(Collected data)
Start of Block

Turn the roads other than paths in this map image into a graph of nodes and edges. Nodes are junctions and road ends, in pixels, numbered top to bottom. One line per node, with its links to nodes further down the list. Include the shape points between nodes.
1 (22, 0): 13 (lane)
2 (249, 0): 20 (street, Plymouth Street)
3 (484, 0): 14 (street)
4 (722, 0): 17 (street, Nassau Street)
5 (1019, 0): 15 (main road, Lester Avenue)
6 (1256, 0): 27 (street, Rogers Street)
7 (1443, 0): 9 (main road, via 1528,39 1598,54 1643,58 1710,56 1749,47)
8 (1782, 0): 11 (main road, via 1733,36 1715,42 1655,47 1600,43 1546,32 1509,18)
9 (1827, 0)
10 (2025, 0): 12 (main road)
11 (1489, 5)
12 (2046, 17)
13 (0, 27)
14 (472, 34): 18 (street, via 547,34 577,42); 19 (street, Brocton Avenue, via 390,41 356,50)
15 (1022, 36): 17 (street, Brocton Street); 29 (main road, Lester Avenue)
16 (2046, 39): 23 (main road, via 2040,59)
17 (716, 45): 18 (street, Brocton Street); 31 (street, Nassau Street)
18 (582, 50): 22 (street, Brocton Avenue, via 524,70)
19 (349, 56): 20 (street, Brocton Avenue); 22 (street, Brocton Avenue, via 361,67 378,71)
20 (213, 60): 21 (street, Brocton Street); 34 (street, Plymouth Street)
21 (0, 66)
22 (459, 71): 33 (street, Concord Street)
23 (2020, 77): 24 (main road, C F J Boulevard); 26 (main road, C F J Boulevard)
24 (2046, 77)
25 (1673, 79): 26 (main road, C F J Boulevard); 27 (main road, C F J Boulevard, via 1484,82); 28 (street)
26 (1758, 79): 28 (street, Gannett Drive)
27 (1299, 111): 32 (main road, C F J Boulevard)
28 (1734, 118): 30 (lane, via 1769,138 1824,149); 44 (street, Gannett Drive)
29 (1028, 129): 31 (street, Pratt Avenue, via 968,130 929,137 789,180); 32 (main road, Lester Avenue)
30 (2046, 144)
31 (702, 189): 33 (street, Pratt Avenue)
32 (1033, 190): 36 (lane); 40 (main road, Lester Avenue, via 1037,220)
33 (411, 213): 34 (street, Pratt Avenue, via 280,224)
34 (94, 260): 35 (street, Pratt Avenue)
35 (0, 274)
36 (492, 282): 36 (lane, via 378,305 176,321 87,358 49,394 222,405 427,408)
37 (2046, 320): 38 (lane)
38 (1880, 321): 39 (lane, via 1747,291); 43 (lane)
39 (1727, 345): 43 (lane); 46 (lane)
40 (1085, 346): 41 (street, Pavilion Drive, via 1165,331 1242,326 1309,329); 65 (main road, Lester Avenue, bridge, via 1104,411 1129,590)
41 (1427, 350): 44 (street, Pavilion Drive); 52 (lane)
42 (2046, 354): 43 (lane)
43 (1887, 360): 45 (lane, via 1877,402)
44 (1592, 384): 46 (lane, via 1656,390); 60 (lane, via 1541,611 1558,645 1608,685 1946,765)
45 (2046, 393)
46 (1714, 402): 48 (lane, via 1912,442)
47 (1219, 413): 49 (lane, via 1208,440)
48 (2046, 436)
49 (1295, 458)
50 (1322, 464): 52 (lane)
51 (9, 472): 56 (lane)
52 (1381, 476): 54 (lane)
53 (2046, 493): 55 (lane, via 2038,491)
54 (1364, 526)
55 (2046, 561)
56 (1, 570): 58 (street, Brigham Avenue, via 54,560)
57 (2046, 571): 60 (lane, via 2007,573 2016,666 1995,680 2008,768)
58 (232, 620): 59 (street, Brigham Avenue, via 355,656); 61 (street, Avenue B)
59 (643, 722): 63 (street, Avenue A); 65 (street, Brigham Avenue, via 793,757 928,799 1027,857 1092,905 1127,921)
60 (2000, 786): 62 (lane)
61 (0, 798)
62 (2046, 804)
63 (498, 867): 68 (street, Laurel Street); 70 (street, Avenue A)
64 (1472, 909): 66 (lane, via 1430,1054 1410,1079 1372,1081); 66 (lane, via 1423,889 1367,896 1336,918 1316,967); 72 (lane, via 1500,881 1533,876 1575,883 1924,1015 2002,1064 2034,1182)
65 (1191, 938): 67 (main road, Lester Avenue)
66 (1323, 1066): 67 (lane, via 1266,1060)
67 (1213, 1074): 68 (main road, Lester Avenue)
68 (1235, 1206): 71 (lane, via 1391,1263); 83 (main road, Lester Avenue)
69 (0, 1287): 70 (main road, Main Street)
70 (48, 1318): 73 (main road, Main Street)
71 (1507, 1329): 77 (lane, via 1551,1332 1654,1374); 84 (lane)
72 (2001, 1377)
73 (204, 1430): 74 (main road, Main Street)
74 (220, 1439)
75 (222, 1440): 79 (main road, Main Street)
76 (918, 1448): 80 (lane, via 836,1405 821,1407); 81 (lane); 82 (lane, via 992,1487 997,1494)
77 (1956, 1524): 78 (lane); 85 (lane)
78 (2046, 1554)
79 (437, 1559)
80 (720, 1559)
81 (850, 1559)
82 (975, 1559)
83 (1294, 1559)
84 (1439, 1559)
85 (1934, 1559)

End of Block

Exercise requirements. Repeat all of the entries above exactly.

Answer.
Turn the roads other than paths in this map image into a graph of nodes and edges. Nodes are junctions and road ends, in pixels, numbered top to bottom. One line per node, with its links to nodes further down the list. Include the shape points between nodes.
1 (22, 0): 13 (lane)
2 (249, 0): 20 (street, Plymouth Street)
3 (484, 0): 14 (street)
4 (722, 0): 17 (street, Nassau Street)
5 (1019, 0): 15 (main road, Lester Avenue)
6 (1256, 0): 27 (street, Rogers Street)
7 (1443, 0): 9 (main road, via 1528,39 1598,54 1643,58 1710,56 1749,47)
8 (1782, 0): 11 (main road, via 1733,36 1715,42 1655,47 1600,43 1546,32 1509,18)
9 (1827, 0)
10 (2025, 0): 12 (main road)
11 (1489, 5)
12 (2046, 17)
13 (0, 27)
14 (472, 34): 18 (street, via 547,34 577,42); 19 (street, Brocton Avenue, via 390,41 356,50)
15 (1022, 36): 17 (street, Brocton Street); 29 (main road, Lester Avenue)
16 (2046, 39): 23 (main road, via 2040,59)
17 (716, 45): 18 (street, Brocton Street); 31 (street, Nassau Street)
18 (582, 50): 22 (street, Brocton Avenue, via 524,70)
19 (349, 56): 20 (street, Brocton Avenue); 22 (street, Brocton Avenue, via 361,67 378,71)
20 (213, 60): 21 (street, Brocton Street); 34 (street, Plymouth Street)
21 (0, 66)
22 (459, 71): 33 (street, Concord Street)
23 (2020, 77): 24 (main road, C F J Boulevard); 26 (main road, C F J Boulevard)
24 (2046, 77)
25 (1673, 79): 26 (main road, C F J Boulevard); 27 (main road, C F J Boulevard, via 1484,82); 28 (street)
26 (1758, 79): 28 (street, Gannett Drive)
27 (1299, 111): 32 (main road, C F J Boulevard)
28 (1734, 118): 30 (lane, via 1769,138 1824,149); 44 (street, Gannett Drive)
29 (1028, 129): 31 (street, Pratt Avenue, via 968,130 929,137 789,180); 32 (main road, Lester Avenue)
30 (2046, 144)
31 (702, 189): 33 (street, Pratt Avenue)
32 (1033, 190): 36 (lane); 40 (main road, Lester Avenue, via 1037,220)
33 (411, 213): 34 (street, Pratt Avenue, via 280,224)
34 (94, 260): 35 (street, Pratt Avenue)
35 (0, 274)
36 (492, 282): 36 (lane, via 378,305 176,321 87,358 49,394 222,405 427,408)
37 (2046, 320): 38 (lane)
38 (1880, 321): 39 (lane, via 1747,291); 43 (lane)
39 (1727, 345): 43 (lane); 46 (lane)
40 (1085, 346): 41 (street, Pavilion Drive, via 1165,331 1242,326 1309,329); 65 (main road, Lester Avenue, bridge, via 1104,411 1129,590)
41 (1427, 350): 44 (street, Pavilion Drive); 52 (lane)
42 (2046, 354): 43 (lane)
43 (1887, 360): 45 (lane, via 1877,402)
44 (1592, 384): 46 (lane, via 1656,390); 60 (lane, via 1541,611 1558,645 1608,685 1946,765)
45 (2046, 393)
46 (1714, 402): 48 (lane, via 1912,442)
47 (1219, 413): 49 (lane, via 1208,440)
48 (2046, 436)
49 (1295, 458)
50 (1322, 464): 52 (lane)
51 (9, 472): 56 (lane)
52 (1381, 476): 54 (lane)
53 (2046, 493): 55 (lane, via 2038,491)
54 (1364, 526)
55 (2046, 561)
56 (1, 570): 58 (street, Brigham Avenue, via 54,560)
57 (2046, 571): 60 (lane, via 2007,573 2016,666 1995,680 2008,768)
58 (232, 620): 59 (street, Brigham Avenue, via 355,656); 61 (street, Avenue B)
59 (643, 722): 63 (street, Avenue A); 65 (street, Brigham Avenue, via 793,757 928,799 1027,857 1092,905 1127,921)
60 (2000, 786): 62 (lane)
61 (0, 798)
62 (2046, 804)
63 (498, 867): 68 (street, Laurel Street); 70 (street, Avenue A)
64 (1472, 909): 66 (lane, via 1430,1054 1410,1079 1372,1081); 66 (lane, via 1423,889 1367,896 1336,918 1316,967); 72 (lane, via 1500,881 1533,876 1575,883 1924,1015 2002,1064 2034,1182)
65 (1191, 938): 67 (main road, Lester Avenue)
66 (1323, 1066): 67 (lane, via 1266,1060)
67 (1213, 1074): 68 (main road, Lester Avenue)
68 (1235, 1206): 71 (lane, via 1391,1263); 83 (main road, Lester Avenue)
69 (0, 1287): 70 (main road, Main Street)
70 (48, 1318): 73 (main road, Main Street)
71 (1507, 1329): 77 (lane, via 1551,1332 1654,1374); 84 (lane)
72 (2001, 1377)
73 (204, 1430): 74 (main road, Main Street)
74 (220, 1439)
75 (222, 1440): 79 (main road, Main Street)
76 (918, 1448): 80 (lane, via 836,1405 821,1407); 81 (lane); 82 (lane, via 992,1487 997,1494)
77 (1956, 1524): 78 (lane); 85 (lane)
78 (2046, 1554)
79 (437, 1559)
80 (720, 1559)
81 (850, 1559)
82 (975, 1559)
83 (1294, 1559)
84 (1439, 1559)
85 (1934, 1559)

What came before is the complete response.